God is a perfect being
A perfect being can do no wrong
Therefore God can do no wrong.
It is wrong to allow people to suffer undeservedly if you have the power to stop it.
God is all-powerful.
Thus, God has the power to stop any suffering.
Some people in the world suffer undeservedly.
Thus, God allows some people to suffer undeservedly even though he has the power to stop it.
Therefore, God is doing wrong.

This appears to be a contradiction. If you believe in an all-powerful, perfect God, how do you resolve this? Which part of this argument do you disagree with?

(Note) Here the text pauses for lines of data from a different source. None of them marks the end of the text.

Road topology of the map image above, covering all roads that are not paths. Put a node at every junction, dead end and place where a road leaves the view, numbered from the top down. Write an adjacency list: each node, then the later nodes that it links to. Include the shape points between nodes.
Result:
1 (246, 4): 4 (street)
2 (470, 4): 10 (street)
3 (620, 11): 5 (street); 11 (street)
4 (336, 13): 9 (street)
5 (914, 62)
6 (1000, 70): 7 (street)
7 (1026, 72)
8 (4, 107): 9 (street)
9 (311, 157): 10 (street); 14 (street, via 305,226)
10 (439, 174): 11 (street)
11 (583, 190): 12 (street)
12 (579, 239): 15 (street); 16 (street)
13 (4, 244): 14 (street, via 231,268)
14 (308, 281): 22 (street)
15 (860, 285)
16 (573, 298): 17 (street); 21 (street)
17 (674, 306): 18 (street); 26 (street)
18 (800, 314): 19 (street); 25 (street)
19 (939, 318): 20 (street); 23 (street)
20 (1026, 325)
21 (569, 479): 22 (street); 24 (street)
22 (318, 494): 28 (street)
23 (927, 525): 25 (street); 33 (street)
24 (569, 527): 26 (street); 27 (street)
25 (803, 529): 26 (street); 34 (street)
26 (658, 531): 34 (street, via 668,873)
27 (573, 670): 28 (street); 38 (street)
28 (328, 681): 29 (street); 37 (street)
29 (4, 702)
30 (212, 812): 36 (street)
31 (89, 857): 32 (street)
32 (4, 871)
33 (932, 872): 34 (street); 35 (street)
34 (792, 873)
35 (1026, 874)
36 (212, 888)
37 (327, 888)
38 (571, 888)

Please note: I’m not trying to convince you that there is no God (as a matter of fact, I believe in a sort of God myself, although not exactly the perfect, all-powerful Judeo-Christian God). Nor am I trying to say that people who believe in God are being illogical. I don’t doubt that many of you will have a perfectly legitimate answer to this question, probably involving rejecting one of the basic assumptions I made in the above argument. What I’m wondering is which one? Would believing a religion like Christianity require me to believe that everyone who suffers deserves it? Or that there’s nothing morally wrong with allowing people to suffer, even if they don’t deserve it? Honestly, I’m not trying to make a point here, I’m just wondering how people will answer the question.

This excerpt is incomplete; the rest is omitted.